Question: Will more acres be planted than predicted?
By Amanda Brodhagen, Farms.com
On Friday, U.S. Department of Agriculture (USDA) released its planting intentions report. In the USDA’s 2014 U.S. balance sheet - projections noted that U.S. farmers intend on planting about 227 million acres of corn, soybean and wheat acres. This projection is down 1.5 million acres from the total of 228.5 million acres that was outlined in the 2014 USDA Baseline projections report that was released Feb. 13, 2014.
See chart below for all of the highlights and summary:
Moe Agostino, Managing Commodity Strategist for Farms.com questions the USDA assumptions in preparing the numbers.
“As we all know, in 2013 the U.S. farmer was not able to plant 8.3 million acres -- prevent plant insurance acres-- into corn, soybeans and wheat due to the wet spring of 2013,” he said. “In 2014, there will also be 800,000 acres that will also come out of the U.S. CRP program.”

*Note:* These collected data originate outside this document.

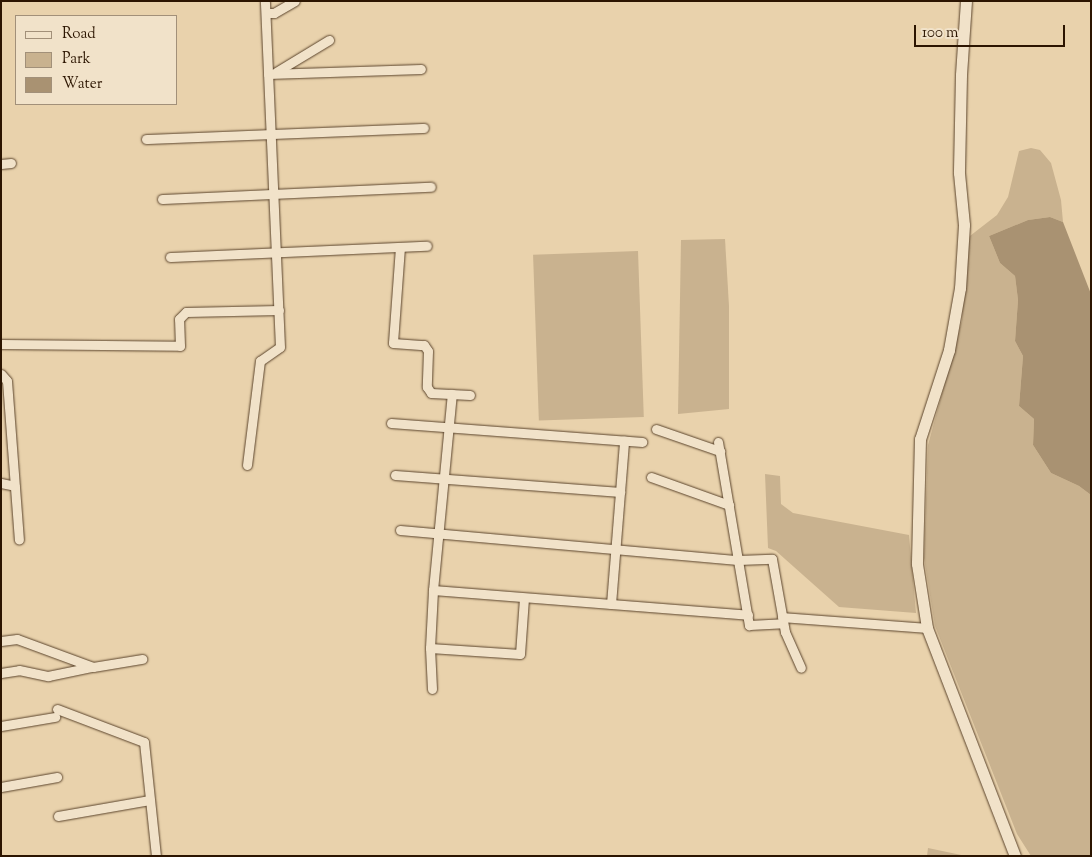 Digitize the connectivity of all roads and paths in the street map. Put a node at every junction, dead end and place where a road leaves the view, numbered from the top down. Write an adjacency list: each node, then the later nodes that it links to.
1 (265, 1): 4 (street)
2 (294, 1): 4 (street)
3 (966, 1): 46 (street)
4 (266, 13): 7 (street)
5 (329, 40): 7 (street)
6 (421, 69): 7 (street)
7 (271, 74): 9 (street)
8 (424, 128): 9 (street)
9 (271, 134): 10 (street); 12 (street)
10 (146, 139)
11 (431, 187): 12 (street)
12 (274, 194): 13 (street); 16 (street)
13 (162, 199)
14 (427, 246): 15 (street)
15 (400, 248): 16 (street); 21 (street)
16 (276, 252): 17 (street); 18 (street)
17 (170, 256)
18 (279, 310): 19 (street); 28 (street)
19 (1, 344)
20 (1, 374): 33 (street)
21 (452, 394): 22 (street); 24 (street)
22 (470, 395)
23 (391, 423): 24 (street)
24 (449, 428): 26 (street); 31 (street)
25 (656, 429): 35 (street)
26 (624, 441): 27 (street); 34 (street)
27 (642, 442)
28 (247, 465)
29 (395, 475): 31 (street)
30 (650, 477): 35 (street)
31 (444, 479): 34 (street); 37 (street)
32 (1, 483): 33 (street)
33 (15, 486): 38 (street)
34 (620, 492): 39 (street)
35 (729, 505): 40 (street)
36 (400, 530): 37 (street)
37 (439, 533): 39 (street); 41 (street)
38 (19, 540)
39 (615, 549): 40 (street); 43 (street)
40 (738, 560): 44 (street); 45 (street)
41 (433, 590): 42 (street); 48 (street)
42 (524, 598): 43 (street); 48 (street)
43 (611, 604): 44 (street)
44 (748, 615): 45 (street)
45 (783, 620): 46 (street); 51 (street)
46 (927, 628): 60 (street)
47 (1, 641): 50 (street)
48 (430, 648): 53 (street)
49 (142, 659): 50 (street)
50 (93, 667): 52 (street)
51 (801, 668)
52 (1, 673)
53 (432, 689)
54 (1, 726): 57 (street)
55 (57, 777): 56 (street)
56 (1, 787)
57 (150, 800): 58 (street); 59 (street)
58 (58, 816)
59 (156, 856)
60 (1014, 856) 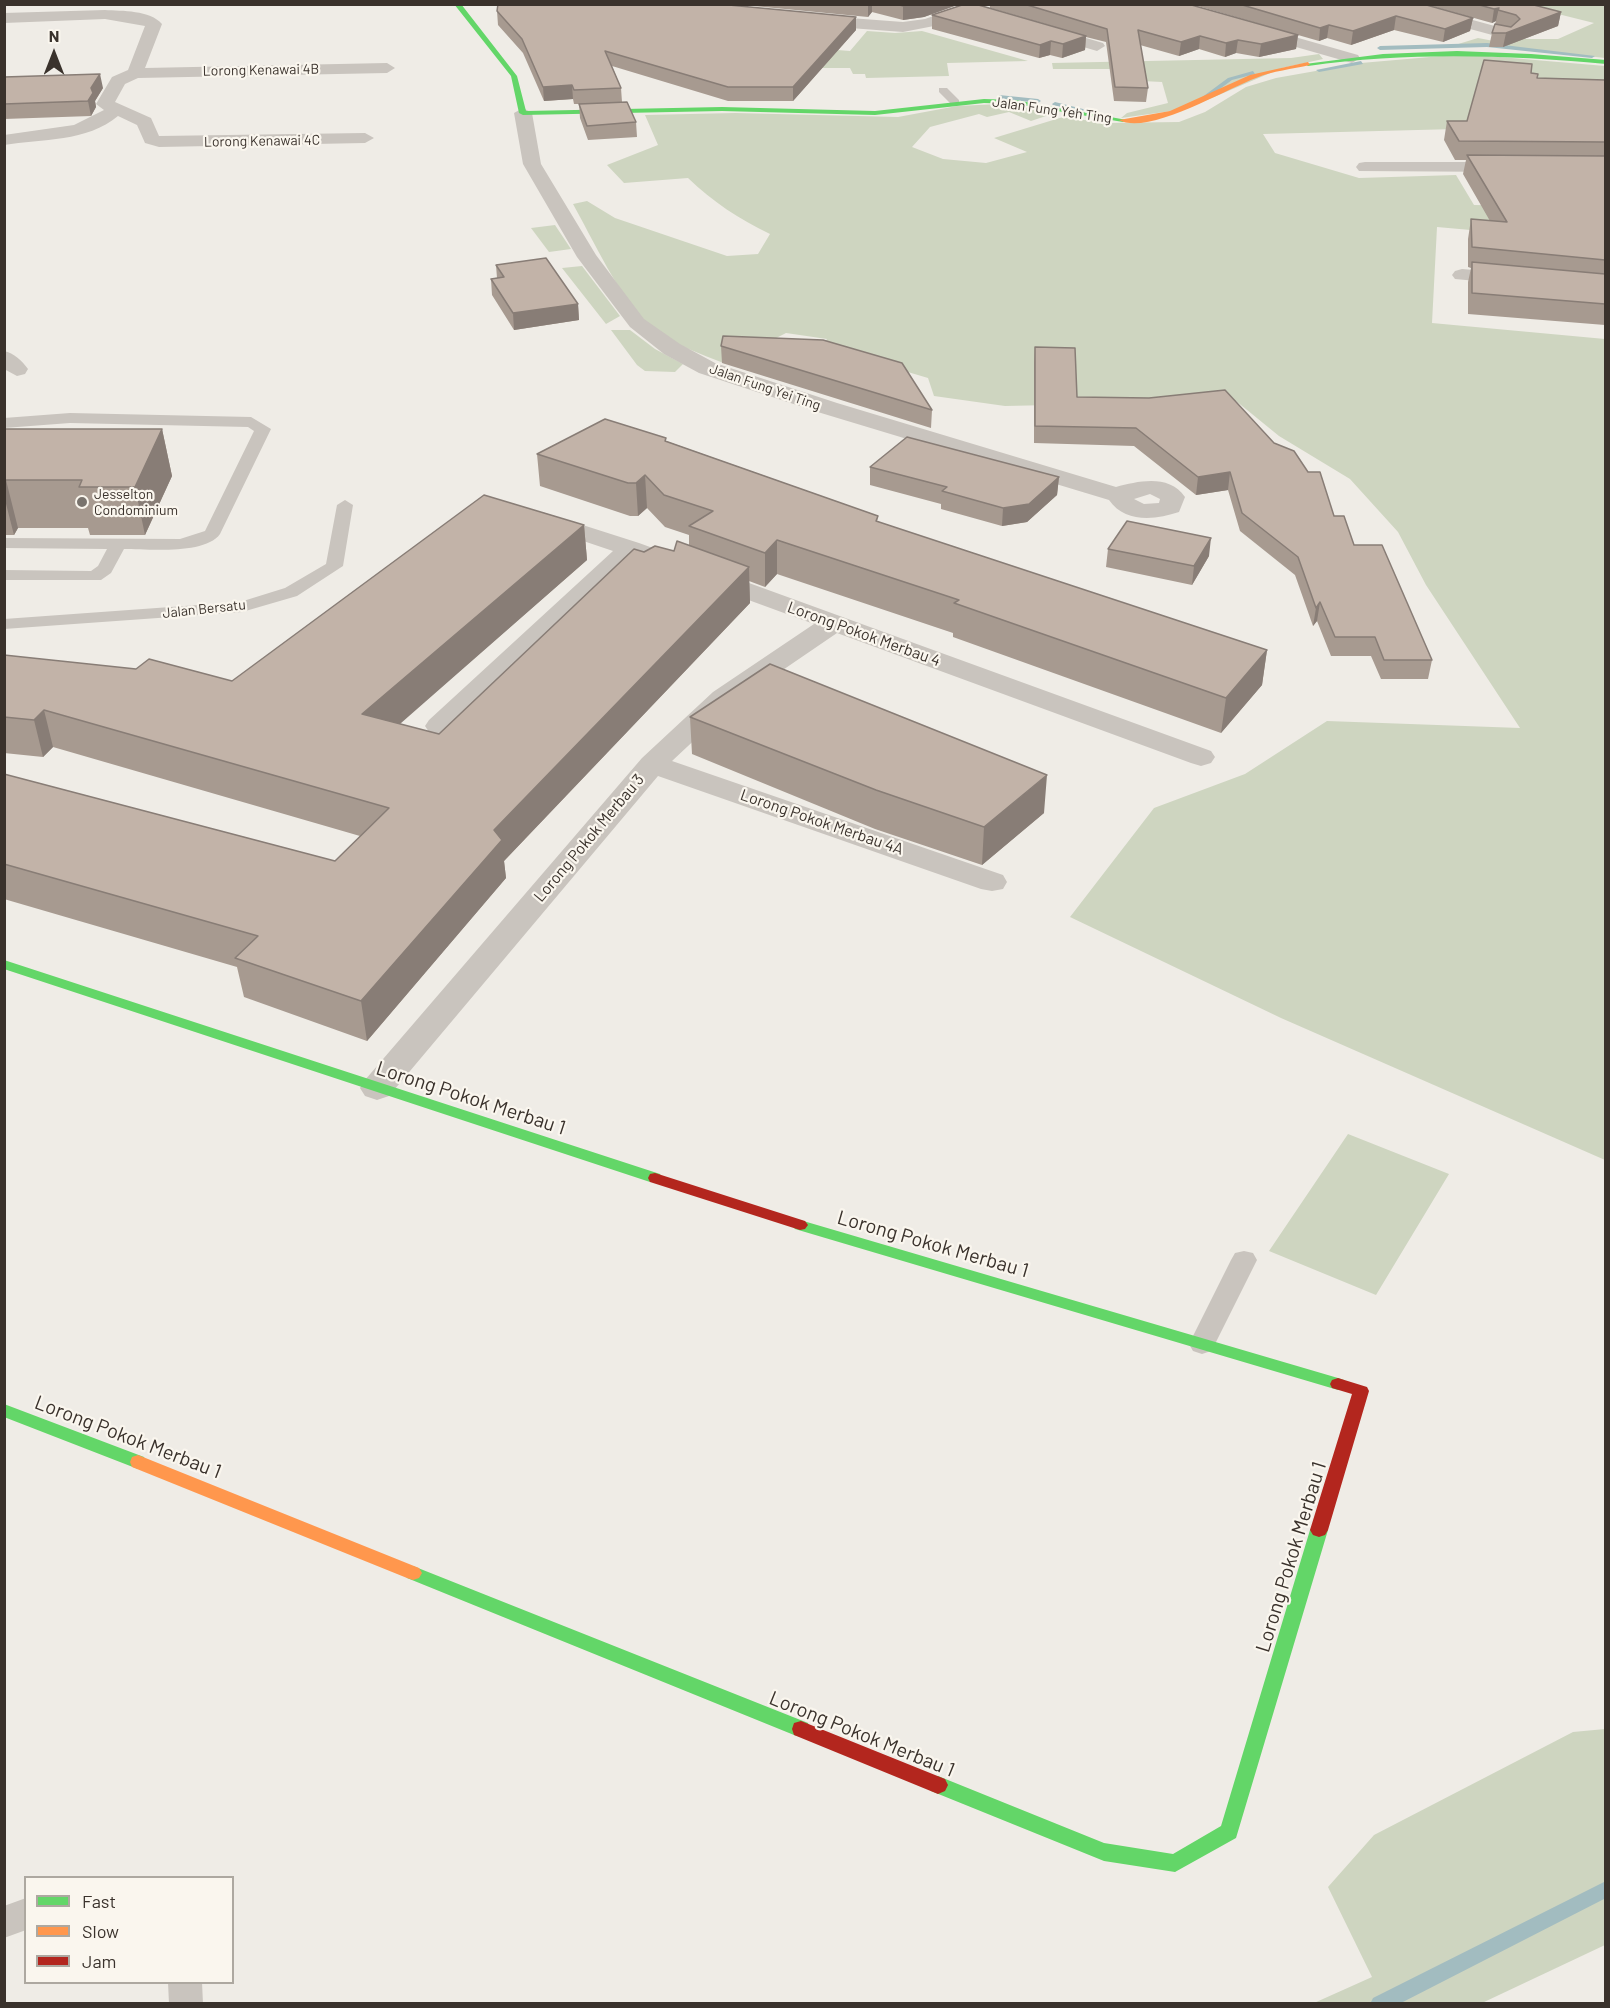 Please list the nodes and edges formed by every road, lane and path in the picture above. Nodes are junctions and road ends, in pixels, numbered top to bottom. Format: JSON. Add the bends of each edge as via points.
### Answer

“We believe that the USDA has not accounted for 9.1 million acres,” adds Agostino. “The 8.3 million acres that was not included because of the wet spring in 2013 and the 800,000 acres from CRP. The USDA is making the assumption that due to lower acres, the U.S. farmer will not plant these acres in 2014 and that they will now disappear in 2014.”
What’s the risk?
“If the USDA is wrong, we could see an additional 5 to 6 million more acres in the 2014 USDA March Planting Intentions report scheduled for release on March 31, 2014. If a farmer waits to make his marketing decisions until April 1, 2014 -- ‘April Fool’s Day’ it might be too late.”